Monday, January 9, 2012

Day 8: Nature's Deadliest Australia

After Hot Coffee I knew I needed to watch something that could calm me down, so I picked a series about the world's deadliest animals.

This wasn't a good documentary. I'll be frank. It was one step above watching "When Animals Attack" on Fox. It was sensational, flashy, and extremely repetitive. It felt like they took 20 mins of footage and stretched into a 45 min episode. Every other line of dialogue was 'when we return we'll...'. Sidenote- the narrator stated that Australia is the driest place on Earth? What the hell does that mean? Like dry air? How can a place be more dry than other places? To quote Seinfeld, "dry is dry".

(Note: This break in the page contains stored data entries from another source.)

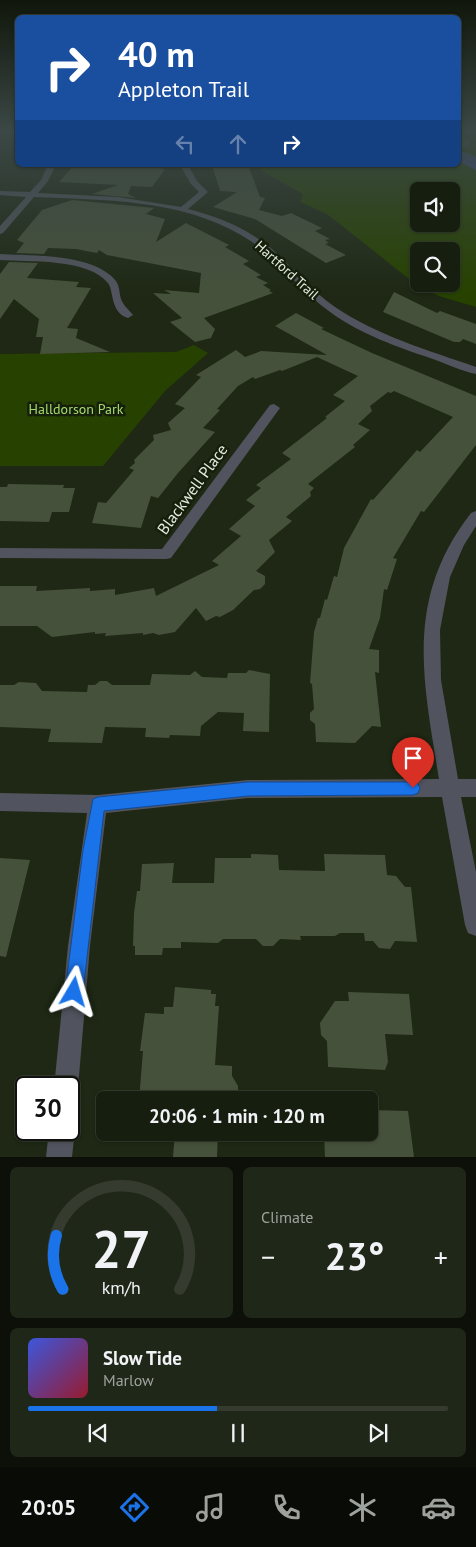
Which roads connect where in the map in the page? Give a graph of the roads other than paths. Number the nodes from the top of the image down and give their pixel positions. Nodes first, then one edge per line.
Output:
1 (41, 184) edge
2 (196, 184) edge
3 (0, 193) edge
4 (32, 195) junction
5 (184, 208) junction
6 (0, 231) edge
7 (0, 257) edge
8 (128, 315) dead end
9 (476, 371) edge
10 (274, 408) dead end
11 (476, 516) edge
12 (0, 553) edge
13 (450, 788) junction
14 (476, 788) edge
15 (0, 802) edge
16 (98, 804) junction
17 (476, 925) edge
18 (67, 1076) edge
19 (60, 1141) edge
20 (58, 1157) edge

1 - 4 street
2 - 5 street
3 - 4 street, Hartford Trail
4 - 5 street, Hartford Trail
4 - 6 street
5 - 9 street, Hartford Trail
7 - 8 street
10 - 12 street, Blackwell Place
11 - 13 street
13 - 14 street
13 - 16 street
13 - 17 street
15 - 16 street
16 - 18 street
19 - 20 street

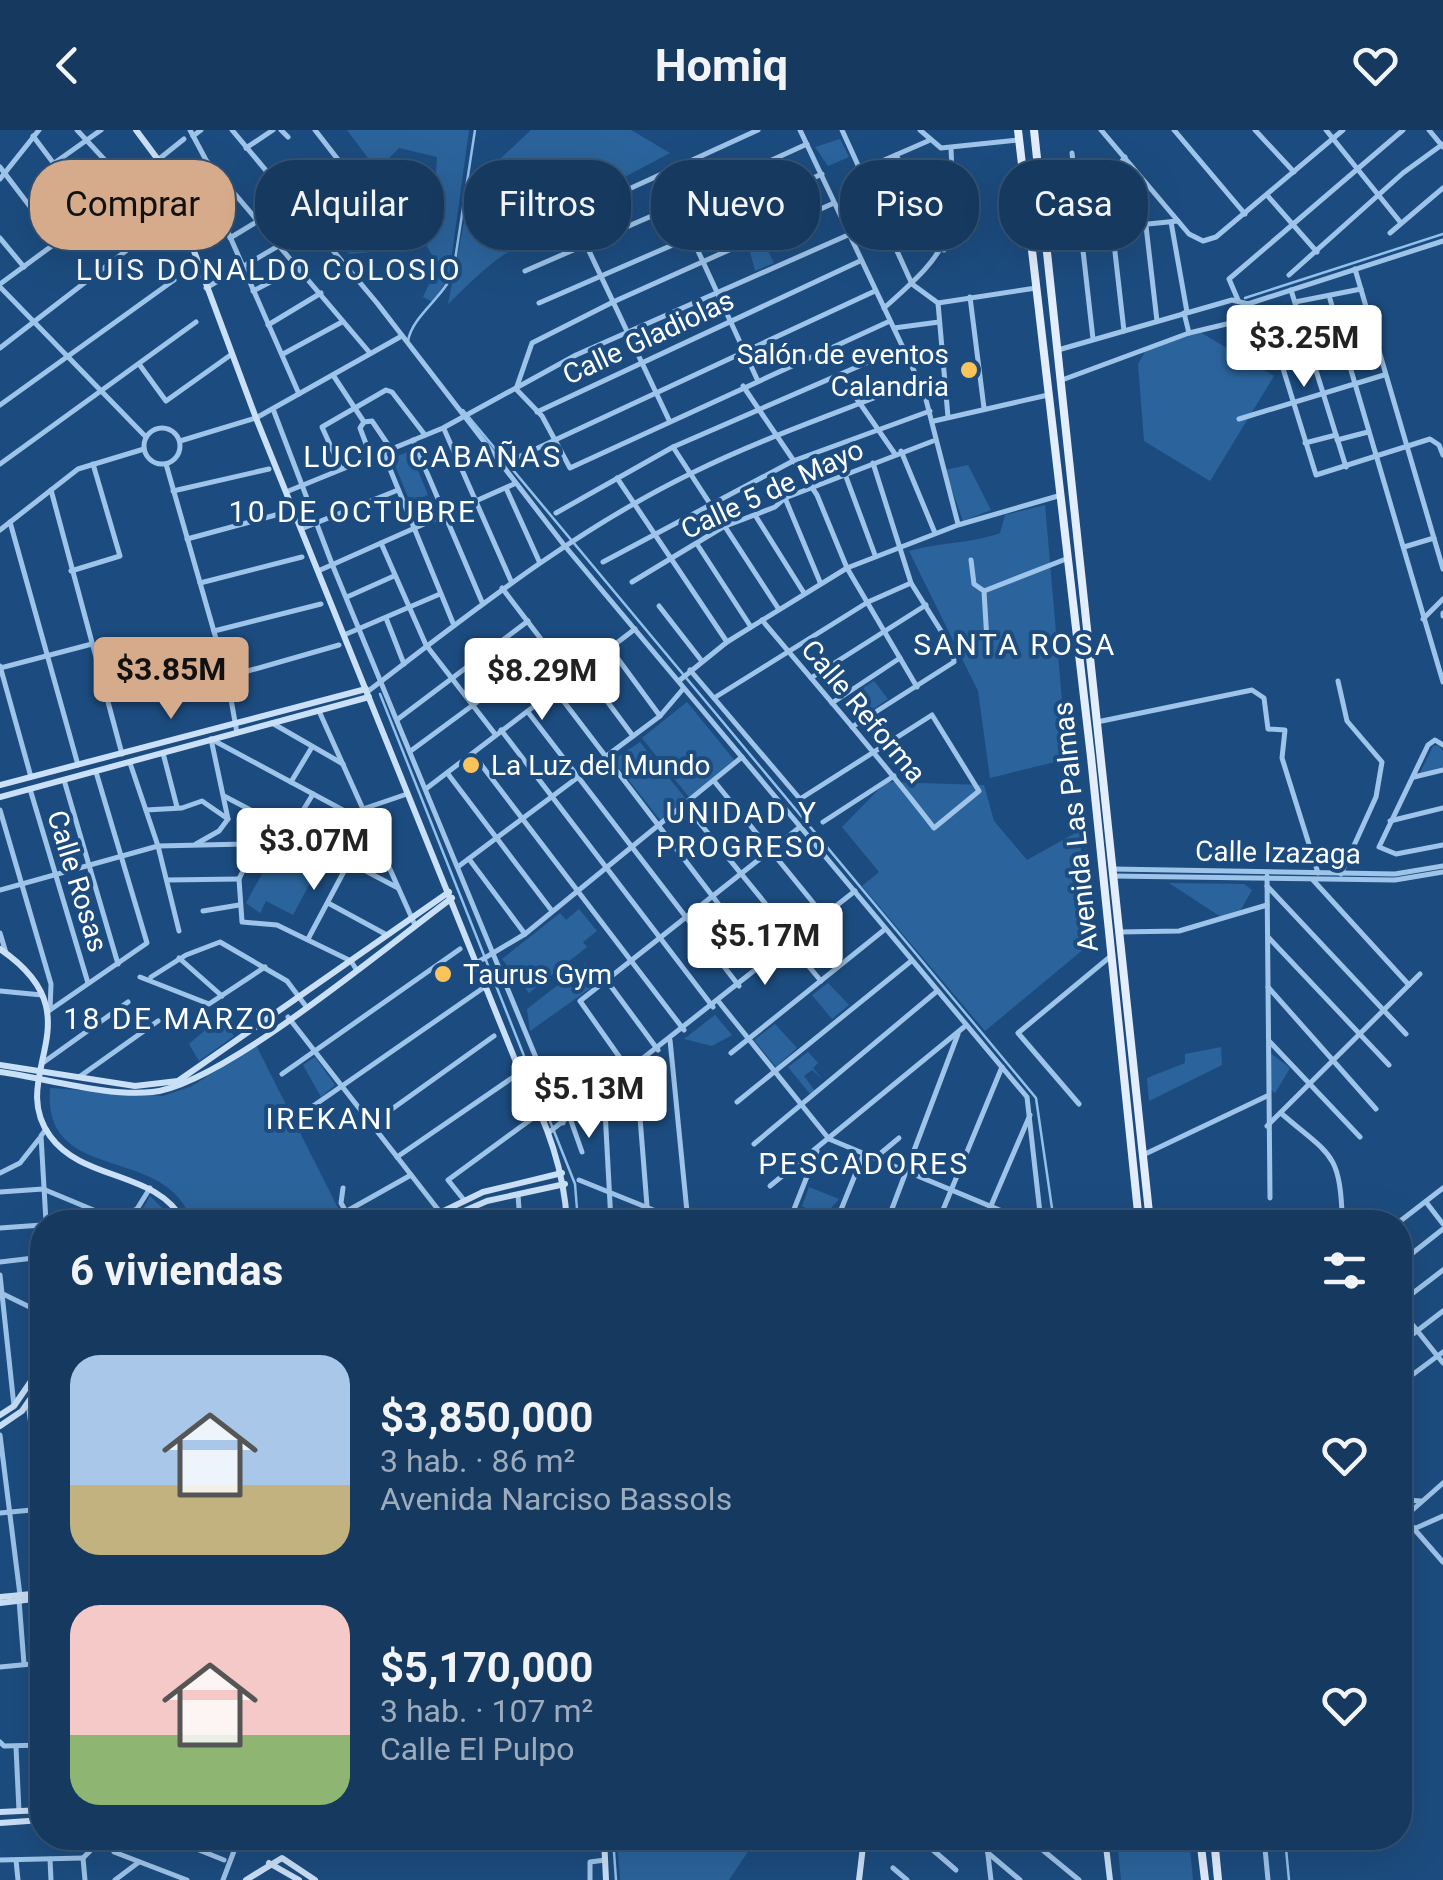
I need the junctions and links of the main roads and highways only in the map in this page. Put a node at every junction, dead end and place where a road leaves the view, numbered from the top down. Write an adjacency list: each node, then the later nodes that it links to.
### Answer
1 (1034, 130): 4 (main road, Avenida Las Palmas)
2 (1019, 135): 3 (main road, Avenida Las Palmas)
3 (1138, 1210)
4 (1149, 1210)
5 (1201, 1850): 7 (main road)
6 (1215, 1850): 8 (main road)
7 (1205, 1880)
8 (1218, 1880)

What I learned: Australia is a scary, scary place where lots of people die terrible deaths. That's what the episode would lead you to believe anyway. What I REALLY learned was about species of sharks, snakes and spiders that haunt the island and use their specific skills and venom to catch their prey. Sharks never stop smelling and 2/3 of its brain is devoted to smelling. A snake's tongue is forked for the same reason we have two ears- to give it a sense of direction. The redback spider can kill prey 50 times its own size.

What I liked: Basically what I learned. There was some good footage of animals, especially sharks and spiders.

What I didn't like: Imagine if Spike Tv got into the documentary business. That'd be this one. The film only had two clear goals: 1. Make everyone afraid to ever leave their house, let alone visit Australia. 2. to give work to a group of shitty actors who possess only enough talent to play hapless surfers and hikers, doomed to a slow poisonous death. I've never seen such poor acting in all my life. It might seem petty to pick on re-enactment actors, but if you saw this film you'd be cheering for the snakes and sharks by the end of it. A good nature documentary leaves you with feelings of awe and majesty at the splendors of the nature world. This one made me think "damn nature, you scary!"

Maybe I've become a documentary snob? Too many David Attenborough narratives ruined me? Or maybe I just have standards higher than what a 40 min presentation on "the driest continent" has to offer.

Anyway, I'll probably watch the other episodes. They are all currently on netflix.